• WHAT TO PRODUCE:
Where does "Agreen" occur in the listing? Copy every line that holds it.

[DATA LISTING — start]

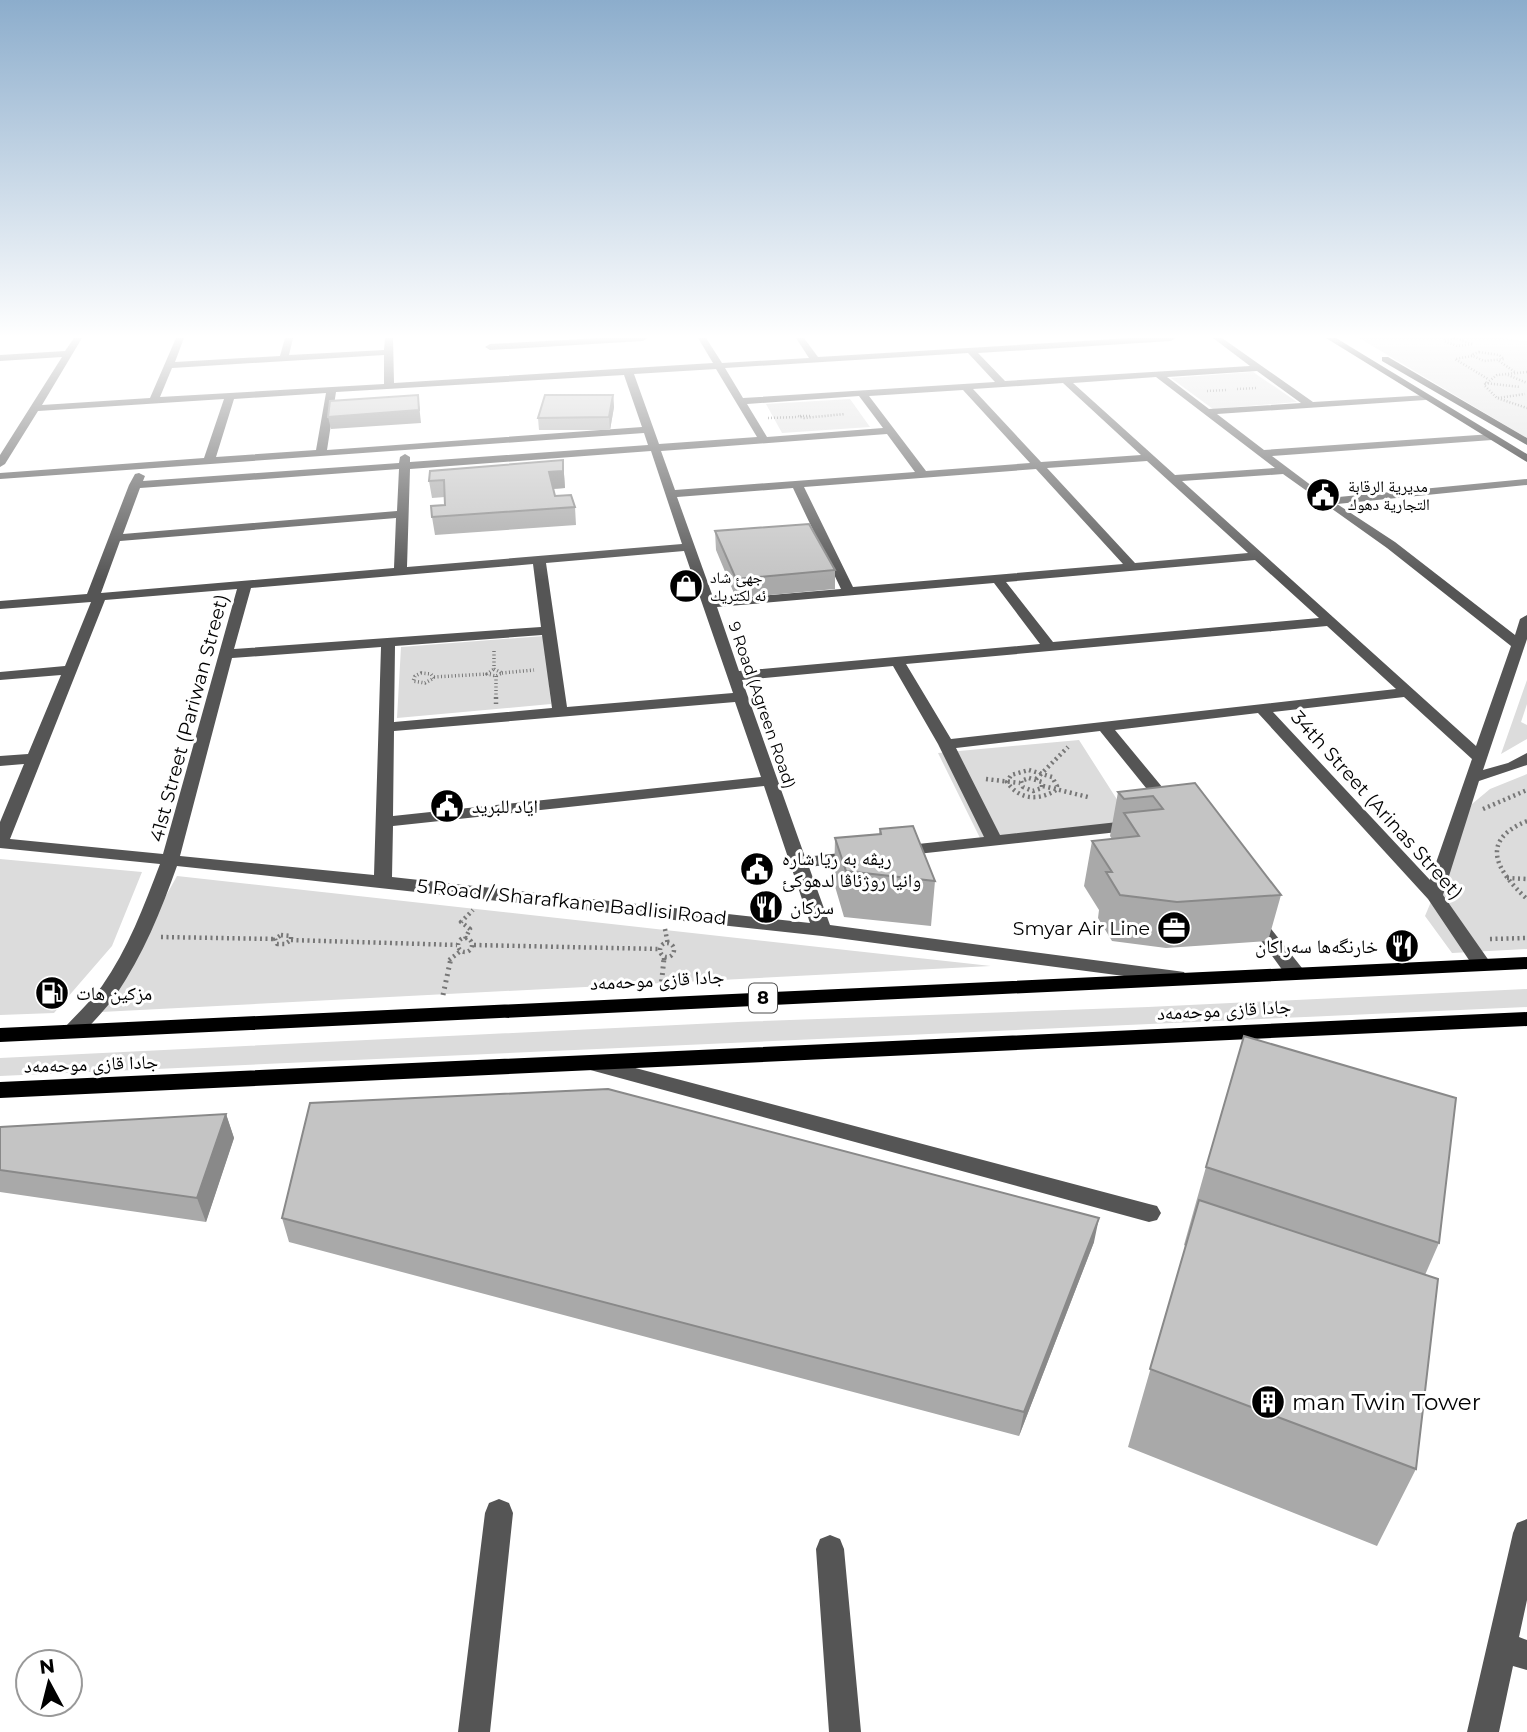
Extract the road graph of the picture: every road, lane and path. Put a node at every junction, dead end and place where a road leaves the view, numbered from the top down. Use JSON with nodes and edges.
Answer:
{"nodes":[{"id":1,"x":26,"y":419,"type":"edge"},
{"id":2,"x":223,"y":419,"type":"edge"},
{"id":3,"x":327,"y":419,"type":"edge"},
{"id":4,"x":645,"y":419,"type":"edge"},
{"id":5,"x":751,"y":419,"type":"joint"},
{"id":6,"x":755,"y":419,"type":"edge"},
{"id":7,"x":882,"y":419,"type":"edge"},
{"id":8,"x":995,"y":419,"type":"edge"},
{"id":9,"x":1109,"y":419,"type":"edge"},
{"id":10,"x":1216,"y":419,"type":"edge"},
{"id":11,"x":1462,"y":419,"type":"edge"},
{"id":12,"x":1488,"y":419,"type":"edge"},
{"id":13,"x":649,"y":430,"type":"junction"},
{"id":14,"x":891,"y":431,"type":"junction"},
{"id":15,"x":1492,"y":437,"type":"junction"},
{"id":16,"x":764,"y":440,"type":"junction"},
{"id":17,"x":1527,"y":442,"type":"edge"},
{"id":18,"x":404,"y":448,"type":"junction"},
{"id":19,"x":654,"y":448,"type":"junction"},
{"id":20,"x":1262,"y":453,"type":"junction"},
{"id":21,"x":321,"y":454,"type":"junction"},
{"id":22,"x":1152,"y":457,"type":"junction"},
{"id":23,"x":1527,"y":459,"type":"edge"},
{"id":24,"x":209,"y":461,"type":"junction"},
{"id":25,"x":0,"y":464,"type":"edge"},
{"id":26,"x":143,"y":466,"type":"junction"},
{"id":27,"x":406,"y":466,"type":"junction"},
{"id":28,"x":1037,"y":466,"type":"junction"},
{"id":29,"x":1284,"y":471,"type":"junction"},
{"id":30,"x":923,"y":475,"type":"junction"},
{"id":31,"x":0,"y":476,"type":"edge"},
{"id":32,"x":1174,"y":478,"type":"junction"},
{"id":33,"x":1527,"y":482,"type":"edge"},
{"id":34,"x":135,"y":485,"type":"junction"},
{"id":35,"x":797,"y":485,"type":"junction"},
{"id":36,"x":670,"y":494,"type":"junction"},
{"id":37,"x":1326,"y":502,"type":"junction"},
{"id":38,"x":403,"y":514,"type":"junction"},
{"id":39,"x":115,"y":538,"type":"junction"},
{"id":40,"x":689,"y":547,"type":"junction"},
{"id":41,"x":1261,"y":556,"type":"junction"},
{"id":42,"x":539,"y":560,"type":"junction"},
{"id":43,"x":1132,"y":568,"type":"junction"},
{"id":44,"x":400,"y":572,"type":"junction"},
{"id":45,"x":998,"y":580,"type":"junction"},
{"id":46,"x":245,"y":585,"type":"junction"},
{"id":47,"x":849,"y":592,"type":"junction"},
{"id":48,"x":96,"y":598,"type":"junction"},
{"id":49,"x":708,"y":604,"type":"junction"},
{"id":50,"x":0,"y":605,"type":"edge"},
{"id":51,"x":1527,"y":619,"type":"edge"},
{"id":52,"x":1332,"y":621,"type":"junction"},
{"id":53,"x":550,"y":630,"type":"junction"},
{"id":54,"x":388,"y":641,"type":"junction"},
{"id":55,"x":1517,"y":644,"type":"junction"},
{"id":56,"x":1049,"y":646,"type":"junction"},
{"id":57,"x":494,"y":651,"type":"dead end"},
{"id":58,"x":228,"y":654,"type":"junction"},
{"id":59,"x":898,"y":662,"type":"junction"},
{"id":60,"x":555,"y":668,"type":"junction"},
{"id":61,"x":494,"y":669,"type":"junction"},
{"id":62,"x":71,"y":670,"type":"junction"},
{"id":63,"x":502,"y":673,"type":"junction"},
{"id":64,"x":487,"y":674,"type":"junction"},
{"id":65,"x":0,"y":676,"type":"edge"},
{"id":66,"x":496,"y":676,"type":"junction"},
{"id":67,"x":734,"y":676,"type":"junction"},
{"id":68,"x":435,"y":677,"type":"junction"},
{"id":69,"x":1408,"y":692,"type":"junction"},
{"id":70,"x":741,"y":697,"type":"junction"},
{"id":71,"x":496,"y":706,"type":"dead end"},
{"id":72,"x":1263,"y":709,"type":"junction"},
{"id":73,"x":560,"y":712,"type":"junction"},
{"id":74,"x":386,"y":727,"type":"junction"},
{"id":75,"x":1096,"y":727,"type":"junction"},
{"id":76,"x":946,"y":744,"type":"junction"},
{"id":77,"x":35,"y":758,"type":"junction"},
{"id":78,"x":1480,"y":758,"type":"junction"},
{"id":79,"x":1527,"y":758,"type":"edge"},
{"id":80,"x":0,"y":761,"type":"edge"},
{"id":81,"x":1043,"y":772,"type":"junction"},
{"id":82,"x":1471,"y":778,"type":"junction"},
{"id":83,"x":982,"y":779,"type":"dead end"},
{"id":84,"x":1036,"y":779,"type":"junction"},
{"id":85,"x":769,"y":781,"type":"junction"},
{"id":86,"x":1007,"y":782,"type":"junction"},
{"id":87,"x":1020,"y":783,"type":"junction"},
{"id":88,"x":1043,"y":786,"type":"junction"},
{"id":89,"x":1056,"y":789,"type":"junction"},
{"id":90,"x":1527,"y":790,"type":"edge"},
{"id":91,"x":1088,"y":797,"type":"dead end"},
{"id":92,"x":1480,"y":811,"type":"dead end"},
{"id":93,"x":1527,"y":821,"type":"edge"},
{"id":94,"x":384,"y":822,"type":"junction"},
{"id":95,"x":993,"y":840,"type":"junction"},
{"id":96,"x":0,"y":843,"type":"edge"},
{"id":97,"x":170,"y":860,"type":"junction"},
{"id":98,"x":799,"y":863,"type":"junction"},
{"id":99,"x":1506,"y":878,"type":"junction"},
{"id":100,"x":1527,"y":878,"type":"edge"},
{"id":101,"x":383,"y":881,"type":"junction"},
{"id":102,"x":484,"y":892,"type":"junction"},
{"id":103,"x":1434,"y":895,"type":"junction"},
{"id":104,"x":1527,"y":900,"type":"edge"},
{"id":105,"x":1246,"y":908,"type":"edge"},
{"id":106,"x":822,"y":930,"type":"junction"},
{"id":107,"x":141,"y":936,"type":"junction"},
{"id":108,"x":1527,"y":938,"type":"edge"},
{"id":109,"x":275,"y":939,"type":"junction"},
{"id":110,"x":465,"y":939,"type":"junction"},
{"id":111,"x":291,"y":940,"type":"junction"},
{"id":112,"x":1488,"y":940,"type":"dead end"},
{"id":113,"x":457,"y":945,"type":"junction"},
{"id":114,"x":474,"y":945,"type":"junction"},
{"id":115,"x":659,"y":949,"type":"junction"},
{"id":116,"x":462,"y":950,"type":"junction"},
{"id":117,"x":664,"y":956,"type":"junction"},
{"id":118,"x":1527,"y":963,"type":"edge"},
{"id":119,"x":1482,"y":965,"type":"junction"},
{"id":120,"x":1295,"y":973,"type":"junction"},
{"id":121,"x":1184,"y":978,"type":"junction"},
{"id":122,"x":660,"y":1003,"type":"junction"},
{"id":123,"x":432,"y":1013,"type":"junction"},
{"id":124,"x":1527,"y":1019,"type":"edge"},
{"id":125,"x":73,"y":1031,"type":"junction"},
{"id":126,"x":0,"y":1035,"type":"edge"},
{"id":127,"x":590,"y":1063,"type":"junction"},
{"id":128,"x":0,"y":1090,"type":"edge"},
{"id":129,"x":1149,"y":1213,"type":"dead end"},
{"id":130,"x":499,"y":1513,"type":"dead end"},
{"id":131,"x":1527,"y":1533,"type":"edge"},
{"id":132,"x":830,"y":1549,"type":"dead end"},
{"id":133,"x":1514,"y":1651,"type":"edge"},
{"id":134,"x":474,"y":1732,"type":"edge"},
{"id":135,"x":845,"y":1732,"type":"edge"},
{"id":136,"x":1483,"y":1732,"type":"edge"}],
"edges":[{"from":1,"to":25,"type":"street"},
{"from":2,"to":24,"type":"street"},
{"from":3,"to":21,"type":"street"},
{"from":4,"to":13,"type":"street","name":"9 Road (Agreen Road)"},
{"from":5,"to":6,"type":"path"},
{"from":5,"to":16,"type":"street"},
{"from":7,"to":14,"type":"street"},
{"from":8,"to":28,"type":"street"},
{"from":9,"to":22,"type":"street"},
{"from":10,"to":20,"type":"street"},
{"from":11,"to":15,"type":"main road"},
{"from":12,"to":17,"type":"main road"},
{"from":13,"to":18,"type":"street"},
{"from":13,"to":19,"type":"street","name":"9 Road (Agreen Road)"},
{"from":14,"to":16,"type":"street"},
{"from":14,"to":30,"type":"street"},
{"from":15,"to":20,"type":"street"},
{"from":15,"to":23,"type":"main road"},
{"from":16,"to":19,"type":"street"},
{"from":18,"to":21,"type":"street"},
{"from":18,"to":27,"type":"street"},
{"from":19,"to":27,"type":"street"},
{"from":19,"to":36,"type":"street","name":"9 Road (Agreen Road)"},
{"from":20,"to":29,"type":"street"},
{"from":21,"to":24,"type":"street"},
{"from":22,"to":28,"type":"street"},
{"from":22,"to":32,"type":"street"},
{"from":24,"to":26,"type":"street"},
{"from":26,"to":31,"type":"street"},
{"from":26,"to":34,"type":"street"},
{"from":27,"to":34,"type":"street"},
{"from":27,"to":38,"type":"street"},
{"from":28,"to":30,"type":"street"},
{"from":28,"to":43,"type":"street"},
{"from":29,"to":32,"type":"street"},
{"from":29,"to":37,"type":"street"},
{"from":30,"to":35,"type":"street"},
{"from":32,"to":41,"type":"street"},
{"from":33,"to":37,"type":"street"},
{"from":34,"to":39,"type":"street"},
{"from":35,"to":36,"type":"street"},
{"from":35,"to":47,"type":"street"},
{"from":36,"to":40,"type":"street","name":"9 Road (Agreen Road)"},
{"from":37,"to":55,"type":"street"},
{"from":38,"to":39,"type":"street"},
{"from":38,"to":44,"type":"street"},
{"from":39,"to":48,"type":"street"},
{"from":40,"to":42,"type":"street"},
{"from":40,"to":49,"type":"street","name":"9 Road (Agreen Road)"},
{"from":41,"to":43,"type":"street"},
{"from":41,"to":52,"type":"street"},
{"from":42,"to":44,"type":"street"},
{"from":42,"to":53,"type":"street"},
{"from":43,"to":45,"type":"street"},
{"from":44,"to":46,"type":"street"},
{"from":45,"to":47,"type":"street"},
{"from":45,"to":56,"type":"street"},
{"from":46,"to":48,"type":"street"},
{"from":46,"to":58,"type":"street","name":"41st Street (Pariwan Street)"},
{"from":47,"to":49,"type":"street"},
{"from":48,"to":50,"type":"street"},
{"from":48,"to":62,"type":"street"},
{"from":49,"to":67,"type":"street","name":"9 Road (Agreen Road)"},
{"from":51,"to":55,"type":"street"},
{"from":52,"to":56,"type":"street"},
{"from":52,"to":69,"type":"street"},
{"from":53,"to":54,"type":"street"},
{"from":53,"to":60,"type":"street"},
{"from":54,"to":58,"type":"street"},
{"from":54,"to":74,"type":"street"},
{"from":55,"to":78,"type":"street"},
{"from":56,"to":59,"type":"street"},
{"from":57,"to":61,"type":"path"},
{"from":58,"to":97,"type":"street","name":"41st Street (Pariwan Street)"},
{"from":59,"to":67,"type":"street"},
{"from":59,"to":76,"type":"street"},
{"from":60,"to":63,"type":"path"},
{"from":60,"to":73,"type":"street"},
{"from":61,"to":63,"type":"path"},
{"from":61,"to":64,"type":"path"},
{"from":62,"to":65,"type":"street"},
{"from":62,"to":77,"type":"street"},
{"from":63,"to":66,"type":"path"},
{"from":64,"to":66,"type":"path"},
{"from":64,"to":68,"type":"path"},
{"from":66,"to":71,"type":"path"},
{"from":67,"to":70,"type":"street","name":"9 Road (Agreen Road)"},
{"from":68,"to":68,"type":"path"},
{"from":69,"to":72,"type":"street"},
{"from":69,"to":78,"type":"street"},
{"from":70,"to":73,"type":"street"},
{"from":70,"to":85,"type":"street","name":"9 Road (Agreen Road)"},
{"from":72,"to":75,"type":"street"},
{"from":72,"to":103,"type":"street","name":"34th Street (Arinas Street)"},
{"from":73,"to":74,"type":"street"},
{"from":74,"to":94,"type":"street"},
{"from":75,"to":76,"type":"street"},
{"from":75,"to":81,"type":"path"},
{"from":75,"to":95,"type":"street"},
{"from":76,"to":95,"type":"street"},
{"from":77,"to":80,"type":"street"},
{"from":77,"to":96,"type":"street"},
{"from":78,"to":82,"type":"street"},
{"from":79,"to":82,"type":"street"},
{"from":81,"to":84,"type":"path"},
{"from":81,"to":86,"type":"path"},
{"from":81,"to":89,"type":"path"},
{"from":82,"to":103,"type":"street"},
{"from":83,"to":86,"type":"path"},
{"from":84,"to":87,"type":"path"},
{"from":84,"to":88,"type":"path"},
{"from":85,"to":94,"type":"street"},
{"from":85,"to":98,"type":"street","name":"9 Road (Agreen Road)"},
{"from":86,"to":87,"type":"path"},
{"from":86,"to":89,"type":"path"},
{"from":87,"to":88,"type":"path"},
{"from":88,"to":89,"type":"path"},
{"from":89,"to":91,"type":"path"},
{"from":90,"to":92,"type":"path"},
{"from":93,"to":99,"type":"path"},
{"from":94,"to":101,"type":"street"},
{"from":95,"to":98,"type":"street"},
{"from":96,"to":97,"type":"street","name":"5 Road / Sharafkane Badlisi Road"},
{"from":97,"to":101,"type":"street","name":"5 Road / Sharafkane Badlisi Road"},
{"from":97,"to":107,"type":"street","name":"41st Street (Pariwan Street)"},
{"from":98,"to":106,"type":"street","name":"9 Road (Agreen Road)"},
{"from":99,"to":100,"type":"path"},
{"from":99,"to":104,"type":"path"},
{"from":101,"to":102,"type":"street","name":"5 Road / Sharafkane Badlisi Road"},
{"from":102,"to":106,"type":"street","name":"5 Road / Sharafkane Badlisi Road"},
{"from":102,"to":110,"type":"path"},
{"from":103,"to":119,"type":"street","name":"34th Street (Arinas Street)"},
{"from":105,"to":120,"type":"street"},
{"from":106,"to":121,"type":"street","name":"5 Road / Sharafkane Badlisi Road"},
{"from":107,"to":109,"type":"path"},
{"from":107,"to":125,"type":"street","name":"41st Street (Pariwan Street)"},
{"from":108,"to":112,"type":"path"},
{"from":109,"to":111,"type":"path"},
{"from":109,"to":111,"type":"path"},
{"from":110,"to":113,"type":"path"},
{"from":110,"to":114,"type":"path"},
{"from":111,"to":113,"type":"path"},
{"from":113,"to":116,"type":"path"},
{"from":114,"to":115,"type":"path"},
{"from":114,"to":116,"type":"path"},
{"from":115,"to":117,"type":"path"},
{"from":115,"to":117,"type":"path"},
{"from":116,"to":123,"type":"path"},
{"from":117,"to":122,"type":"path"},
{"from":118,"to":119,"type":"main road","name":"جادا قازی موحەمەد","number":"8"},
{"from":119,"to":120,"type":"main road","name":"جادا قازی موحەمەد","number":"8"},
{"from":120,"to":121,"type":"main road","name":"جادا قازی موحەمەد","number":"8"},
{"from":121,"to":122,"type":"main road","name":"جادا قازی موحەمەد","number":"8"},
{"from":122,"to":123,"type":"main road","name":"جادا قازی موحەمەد","number":"8"},
{"from":123,"to":125,"type":"main road","name":"جادا قازی موحەمەد","number":"8"},
{"from":124,"to":127,"type":"main road","name":"جادا قازی موحەمەد"},
{"from":125,"to":126,"type":"main road","name":"جادا قازی موحەمەد","number":"8"},
{"from":127,"to":128,"type":"main road","name":"جادا قازی موحەمەد"},
{"from":127,"to":129,"type":"street"},
{"from":130,"to":134,"type":"street"},
{"from":131,"to":133,"type":"street"},
{"from":132,"to":135,"type":"street"},
{"from":133,"to":136,"type":"street"}]}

[DATA LISTING — finish]

• OUTPUT FOR THIS EXERCISE:
{"from":4,"to":13,"type":"street","name":"9 Road (Agreen Road)"},
{"from":13,"to":19,"type":"street","name":"9 Road (Agreen Road)"},
{"from":19,"to":36,"type":"street","name":"9 Road (Agreen Road)"},
{"from":36,"to":40,"type":"street","name":"9 Road (Agreen Road)"},
{"from":40,"to":49,"type":"street","name":"9 Road (Agreen Road)"},
{"from":49,"to":67,"type":"street","name":"9 Road (Agreen Road)"},
{"from":67,"to":70,"type":"street","name":"9 Road (Agreen Road)"},
{"from":70,"to":85,"type":"street","name":"9 Road (Agreen Road)"},
{"from":85,"to":98,"type":"street","name":"9 Road (Agreen Road)"},
{"from":98,"to":106,"type":"street","name":"9 Road (Agreen Road)"},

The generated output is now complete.